In summary, Figure 6 visualizes the graph attention distribution across transaction nodes, emphasizing how GTCT attends selectively to accounts implicated in suspicious transactional relationships. Figure 7 shows the temporal attention heatmap over sequential transactions, demonstrating increased focus on bursty and off-hours transactions. Figure 8 provides SHAP explanation plots for individual predictions, contrasting a true positive case with a false negative. Finally, Figure 9 aggregates SHAP values to present global feature importance, affirming the model’s reliance on both behavioral and structural features for fraud detection.

4.5. Ablation Study

To better understand the contribution of each architectural component in the GTCT framework, an ablation study was conducted by systematically removing key modules and observing performance degradation. The study evaluated three variants of the GTCT model: (1) without the contrastive loss objective, (2) without the graph encoder, and (3) without the temporal encoder. Table 6 summarizes the classification results for each variant in comparison to the full GTCT model.

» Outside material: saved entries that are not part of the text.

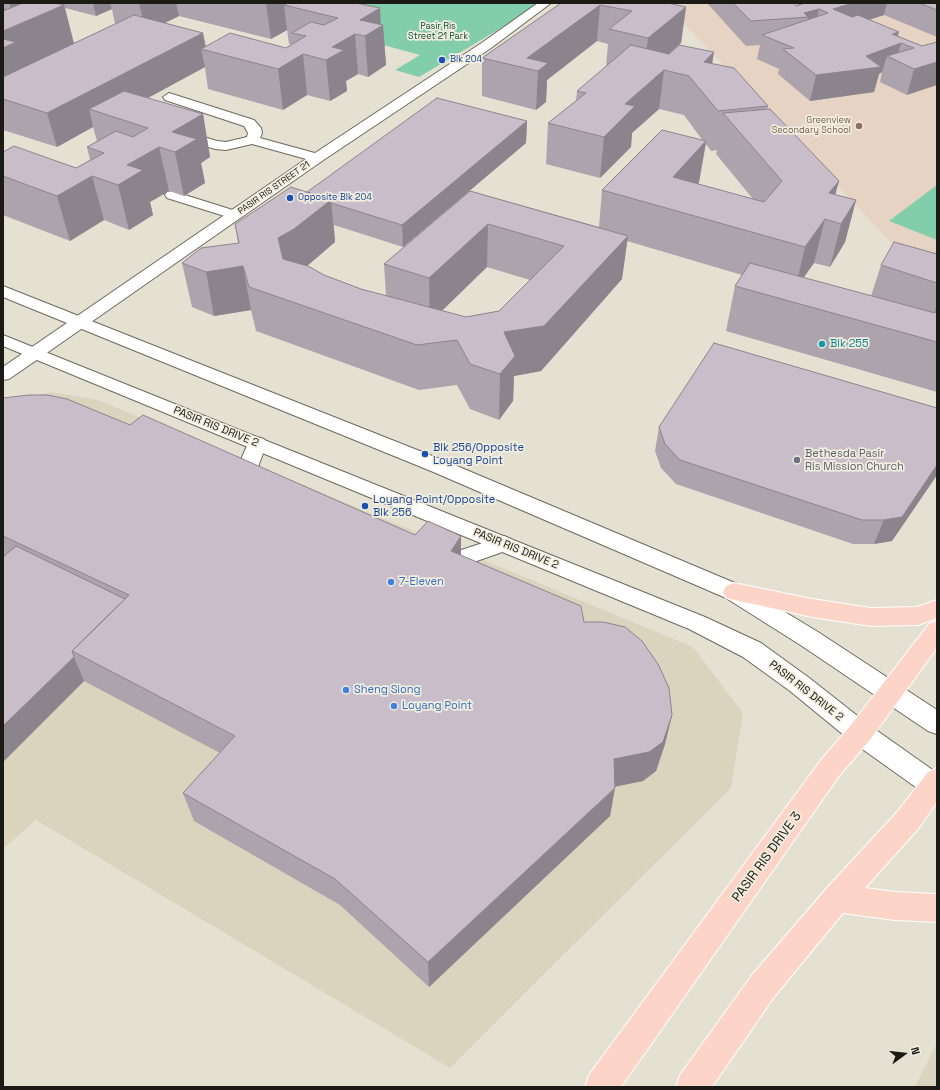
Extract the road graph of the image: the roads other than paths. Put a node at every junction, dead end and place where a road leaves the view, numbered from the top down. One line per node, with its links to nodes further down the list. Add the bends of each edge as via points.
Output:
1 (546, 3): 5 (street, PASIR RIS STREET 21)
2 (169, 97): 4 (lane, via 249,123 255,133)
3 (166, 130): 4 (lane, via 215,145)
4 (252, 140): 5 (lane)
5 (318, 158): 7 (street, PASIR RIS STREET 21)
6 (172, 195): 7 (lane)
7 (234, 216): 9 (street, PASIR RIS STREET 21)
8 (3, 291): 9 (street)
9 (80, 321): 11 (street, PASIR RIS STREET 21); 17 (street, via 438,466)
10 (3, 340): 11 (street, PASIR RIS DRIVE 2)
11 (35, 353): 12 (lane, PASIR RIS STREET 21); 13 (street, PASIR RIS DRIVE 2)
12 (3, 375)
13 (257, 443): 14 (lane, via 249,464); 15 (street, PASIR RIS DRIVE 2)
14 (245, 488)
15 (504, 544): 16 (lane); 22 (street, PASIR RIS DRIVE 2, via 697,623 752,650)
16 (451, 562)
17 (734, 592): 18 (main road, via 871,617 918,616); 20 (street)
18 (937, 609)
19 (937, 630): 20 (main road, PASIR RIS DRIVE 3)
20 (890, 692): 21 (street); 22 (main road, PASIR RIS DRIVE 3)
21 (937, 724)
22 (860, 733): 23 (street, PASIR RIS DRIVE 2); 26 (main road, PASIR RIS DRIVE 3, via 830,768)
23 (935, 782): 24 (main road, via 908,820)
24 (838, 898): 25 (main road, via 895,906); 27 (main road, via 763,986)
25 (937, 908)
26 (601, 1087)
27 (692, 1087)

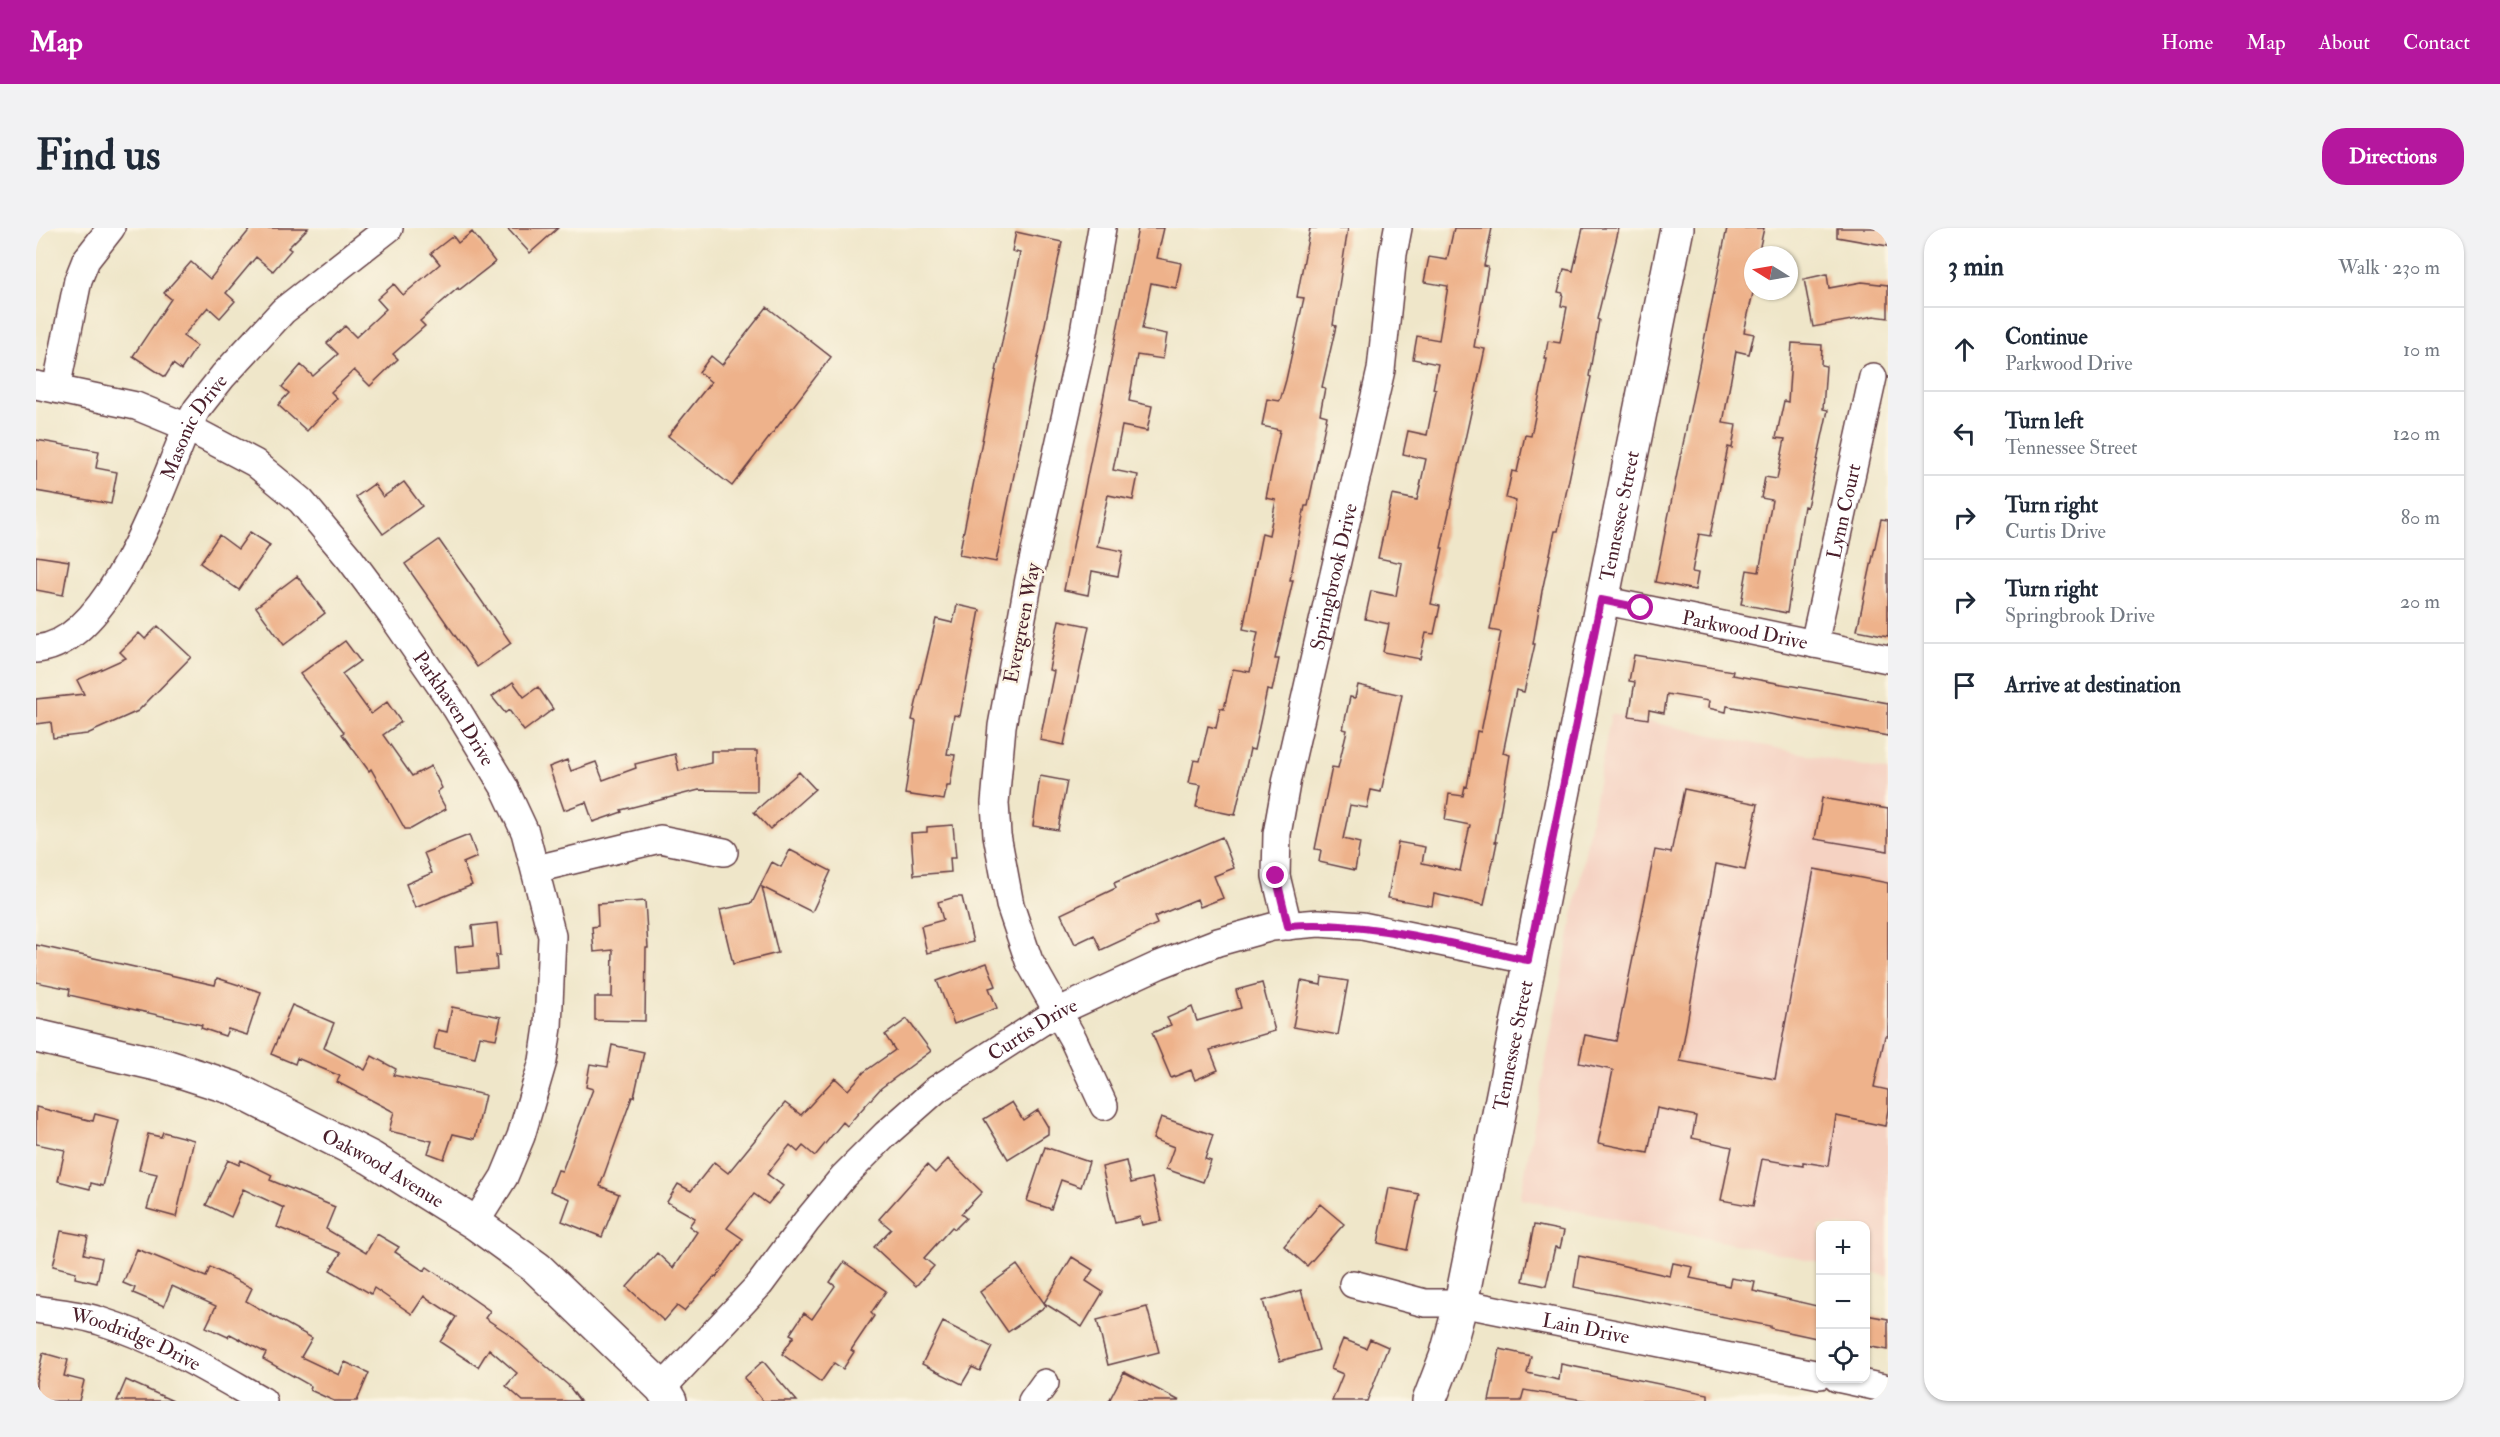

Table 6. Ablation Study: Component Contribution to GTCT Performance.

The removal of the contrastive loss component resulted in a noticeable decline in both recall and AUC (from 0.982 to 0.948), indicating that the self-supervised contrastive objective enhances the model’s ability to learn discriminative representations under label scarcity. This supports the premise that contrastive learning injects robustness into the embedding space. Also, excluding the graph encoder caused a reduction in F1-score (from 0.876 to 0.786) and AUC (to 0.918), demonstrating the significance of incorporating inter-account transaction structures in capturing fraudulent relationships. The model without this component was more likely to misclassify accounts that were only suspicious due to network-level interactions, such as collusion rings or money laundering patterns. Similarly, removing the temporal encoder led to diminished recall and AUC (0.743 and 0.905 respectively), indicating that sequential behavioral cues such as bursty transactions and irregular timing are essential for detecting time-sensitive fraud activities. The summary of removing GTCT components is presented pictorially in Figure 11.

Figure 11. Ablation Study—Effect of Removing GTCT Components.

These results collectively validate that each component of the GTCT architecture plays a complementary role. The temporal encoder captures dynamic patterns over time, the graph encoder models relational structures between entities, and the contrastive loss reinforces representation learning in low-resource scenarios. Figure 9 further supports this conclusion by presenting a t-SNE visualization of the learned embedding space, in which fraudulent and legitimate transactions are visibly separated, evidencing the model’s ability to produce discriminative feature representations.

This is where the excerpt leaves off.